FOCUS / VENEZUELA'S PRESIDENTIAL ELECTION; A challenge to Chavez's rule
By CHARLES TANNOCK AND FERNANDO GERBASI
30.11.06 | In Venezuela's presidential election set for Dec 3, those opposed to the rule of incumbent Hugo Chavez have joined forces behind candidate Manuel Rosales, whose presidency would represent an entirely different sort of government for Venezuela, one that would seek to undo the demagogic legacy of Mr Chavez and his Bolivarian Revolution. Since his election in 1998, Mr Chavez has made confrontation and incitement to violence his primary political tools. He has engaged in blatant cheque-book diplomacy by giving away, with little to show for it, Venezuela's oil resources to countries like Cuba. Venezuela's oil reserves are vast, but they should not be squandered on foreign adventures disguised as economic integration. Mr Chavez seeks to buy regional influence, but mostly he props up ideological cronies like Bolivia's Evo Morales and Nicaragua's Daniel Ortega, and some as far afield as Zimbabwe's Robert Mugabe and Belarus's Aleksander Lukashenko.
For many years, Venezuela had excellent relations with its neighbours, without having to buy their friendship. But Mr Chavez unjustifiably vilified many of them including neighbouring Colombia, which is one reason why his push to gain for Venezuela the Latin American seat on the United Nations Security Council was recently blocked.
A Rosales presidency will end Venezuela's isolation by a cabal of radicals and encourage domestic and foreign direct investment in the country. Indeed, the next government will need, above all, to kick-start the economy in a sustainable way to create a positive climate of job creation, which is the only lasting remedy for the poverty Mr Chavez has sought to exploit. Under Mr Rosales, Venezuela's relations with its biggest trading partner, the United States, would also be re-established in a climate of mutual respect. President Chavez has opposed free-trade agreements and has proposed a mutant trade association he calls ALBA, (American Bolivarian Alternative).
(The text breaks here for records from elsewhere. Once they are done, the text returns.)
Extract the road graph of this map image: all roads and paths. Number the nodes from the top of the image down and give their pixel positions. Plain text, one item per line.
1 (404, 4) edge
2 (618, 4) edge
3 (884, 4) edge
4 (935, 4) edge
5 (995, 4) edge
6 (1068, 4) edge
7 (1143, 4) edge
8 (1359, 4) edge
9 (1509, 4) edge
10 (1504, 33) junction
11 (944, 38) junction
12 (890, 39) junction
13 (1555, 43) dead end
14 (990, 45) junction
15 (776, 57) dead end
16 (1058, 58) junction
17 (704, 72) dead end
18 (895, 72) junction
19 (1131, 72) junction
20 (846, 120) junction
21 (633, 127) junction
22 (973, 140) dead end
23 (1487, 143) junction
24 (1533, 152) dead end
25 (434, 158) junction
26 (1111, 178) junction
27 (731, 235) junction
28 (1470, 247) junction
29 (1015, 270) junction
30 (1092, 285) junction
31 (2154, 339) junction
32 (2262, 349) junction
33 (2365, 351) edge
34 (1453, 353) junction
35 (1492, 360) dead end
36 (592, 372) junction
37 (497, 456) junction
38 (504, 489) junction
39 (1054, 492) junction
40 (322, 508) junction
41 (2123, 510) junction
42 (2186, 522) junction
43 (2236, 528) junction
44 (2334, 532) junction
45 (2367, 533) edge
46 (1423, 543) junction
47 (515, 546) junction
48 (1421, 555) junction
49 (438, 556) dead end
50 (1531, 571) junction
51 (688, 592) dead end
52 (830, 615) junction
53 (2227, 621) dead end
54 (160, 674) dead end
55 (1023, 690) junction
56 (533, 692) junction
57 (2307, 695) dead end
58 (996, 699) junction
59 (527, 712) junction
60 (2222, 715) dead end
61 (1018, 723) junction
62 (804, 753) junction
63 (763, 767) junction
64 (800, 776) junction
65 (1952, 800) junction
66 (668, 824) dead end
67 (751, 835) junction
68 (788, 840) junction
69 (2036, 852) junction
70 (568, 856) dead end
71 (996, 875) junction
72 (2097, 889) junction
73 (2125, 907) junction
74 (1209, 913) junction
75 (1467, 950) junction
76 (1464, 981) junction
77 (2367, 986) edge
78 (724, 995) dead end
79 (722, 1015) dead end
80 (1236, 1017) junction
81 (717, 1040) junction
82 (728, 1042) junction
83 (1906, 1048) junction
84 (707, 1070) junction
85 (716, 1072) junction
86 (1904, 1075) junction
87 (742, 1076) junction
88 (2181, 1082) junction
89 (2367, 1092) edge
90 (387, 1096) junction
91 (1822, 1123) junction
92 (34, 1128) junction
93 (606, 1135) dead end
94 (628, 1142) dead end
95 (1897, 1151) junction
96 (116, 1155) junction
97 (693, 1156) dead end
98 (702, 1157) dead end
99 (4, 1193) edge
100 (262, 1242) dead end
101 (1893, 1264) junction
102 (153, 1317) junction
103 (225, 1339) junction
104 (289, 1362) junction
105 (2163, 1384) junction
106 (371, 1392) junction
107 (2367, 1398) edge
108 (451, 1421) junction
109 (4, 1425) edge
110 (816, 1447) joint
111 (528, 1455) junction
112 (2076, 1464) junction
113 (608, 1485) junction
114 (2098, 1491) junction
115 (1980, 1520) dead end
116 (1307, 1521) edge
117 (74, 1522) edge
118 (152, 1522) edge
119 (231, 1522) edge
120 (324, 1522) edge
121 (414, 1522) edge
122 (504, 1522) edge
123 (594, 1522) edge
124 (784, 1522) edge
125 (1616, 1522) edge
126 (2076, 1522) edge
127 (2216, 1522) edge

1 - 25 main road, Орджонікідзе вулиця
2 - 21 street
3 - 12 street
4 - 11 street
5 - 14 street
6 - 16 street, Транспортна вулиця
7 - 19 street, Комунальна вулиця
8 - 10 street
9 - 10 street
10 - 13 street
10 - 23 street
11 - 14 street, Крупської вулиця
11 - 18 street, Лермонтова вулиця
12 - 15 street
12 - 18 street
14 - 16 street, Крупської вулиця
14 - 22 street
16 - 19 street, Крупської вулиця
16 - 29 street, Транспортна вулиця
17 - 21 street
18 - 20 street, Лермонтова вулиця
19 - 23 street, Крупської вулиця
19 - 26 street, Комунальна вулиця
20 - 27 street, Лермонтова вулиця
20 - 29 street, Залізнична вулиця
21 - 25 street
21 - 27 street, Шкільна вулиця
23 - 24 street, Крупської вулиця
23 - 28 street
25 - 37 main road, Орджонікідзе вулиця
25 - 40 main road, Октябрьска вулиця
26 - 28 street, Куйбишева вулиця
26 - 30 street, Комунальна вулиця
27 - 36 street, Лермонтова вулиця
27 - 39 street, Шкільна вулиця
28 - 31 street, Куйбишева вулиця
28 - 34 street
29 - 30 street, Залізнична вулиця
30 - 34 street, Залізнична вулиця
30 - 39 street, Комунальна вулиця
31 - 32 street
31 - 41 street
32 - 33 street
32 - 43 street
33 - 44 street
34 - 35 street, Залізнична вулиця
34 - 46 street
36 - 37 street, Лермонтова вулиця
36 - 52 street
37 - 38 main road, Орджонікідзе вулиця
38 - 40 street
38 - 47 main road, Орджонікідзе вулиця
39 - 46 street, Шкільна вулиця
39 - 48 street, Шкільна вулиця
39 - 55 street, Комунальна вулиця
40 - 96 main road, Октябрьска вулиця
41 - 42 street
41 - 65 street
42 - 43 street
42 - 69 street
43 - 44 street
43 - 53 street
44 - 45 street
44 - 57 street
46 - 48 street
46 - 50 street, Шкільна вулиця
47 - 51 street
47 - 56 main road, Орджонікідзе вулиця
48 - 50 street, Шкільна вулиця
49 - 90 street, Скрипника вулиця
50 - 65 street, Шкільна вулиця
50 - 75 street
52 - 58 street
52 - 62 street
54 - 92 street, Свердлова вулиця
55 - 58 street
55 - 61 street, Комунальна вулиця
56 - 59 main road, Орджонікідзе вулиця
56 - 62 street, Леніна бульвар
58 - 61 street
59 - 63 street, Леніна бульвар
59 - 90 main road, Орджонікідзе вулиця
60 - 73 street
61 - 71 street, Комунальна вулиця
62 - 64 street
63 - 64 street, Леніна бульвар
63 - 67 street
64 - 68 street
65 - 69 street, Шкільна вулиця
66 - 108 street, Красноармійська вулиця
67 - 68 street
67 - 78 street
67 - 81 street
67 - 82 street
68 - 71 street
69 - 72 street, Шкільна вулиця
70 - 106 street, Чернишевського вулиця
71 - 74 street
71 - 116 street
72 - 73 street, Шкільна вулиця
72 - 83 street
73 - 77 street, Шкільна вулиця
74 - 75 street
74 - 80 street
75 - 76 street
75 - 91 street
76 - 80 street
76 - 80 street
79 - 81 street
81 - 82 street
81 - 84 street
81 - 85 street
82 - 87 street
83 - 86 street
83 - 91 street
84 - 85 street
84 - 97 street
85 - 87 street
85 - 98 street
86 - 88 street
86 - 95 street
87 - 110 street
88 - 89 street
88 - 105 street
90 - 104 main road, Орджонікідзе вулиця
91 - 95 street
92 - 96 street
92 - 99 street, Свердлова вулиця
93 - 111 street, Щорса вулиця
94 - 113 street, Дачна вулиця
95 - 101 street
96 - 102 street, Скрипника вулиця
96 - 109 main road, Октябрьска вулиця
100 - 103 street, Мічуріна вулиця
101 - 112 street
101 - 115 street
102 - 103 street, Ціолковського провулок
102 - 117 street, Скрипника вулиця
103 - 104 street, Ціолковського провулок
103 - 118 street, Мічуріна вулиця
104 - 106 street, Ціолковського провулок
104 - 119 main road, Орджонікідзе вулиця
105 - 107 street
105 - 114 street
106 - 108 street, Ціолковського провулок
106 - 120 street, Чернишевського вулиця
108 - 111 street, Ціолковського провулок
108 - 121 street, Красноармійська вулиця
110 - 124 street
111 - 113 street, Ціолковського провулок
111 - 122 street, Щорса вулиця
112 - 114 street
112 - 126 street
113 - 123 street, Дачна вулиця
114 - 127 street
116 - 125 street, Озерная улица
A Rosales presidency would return Venezuela to normal trading relations, which means enthusiastic participation in the Andean Pact, the Group of 3, and Mercosur. Mr Rosales will establish a joint public and private sector commission to negotiate all future bilateral and multilateral trade agreements, including proposed pacts with the European Union and the United States.
But it is within Venezuela itself that a Rosales government would make its most profound changes. Instead of spending money on armaments, as Mr Chavez has done, Mr Rosales plans to redistribute 20% of Venezuela's national oil revenue directly to citizens in the lowest income groups. People who previously depended on various government handouts, which were often allocated on the basis of political favouritism, would be empowered to decide directly for themselves how they spend the resources provided to them by the state.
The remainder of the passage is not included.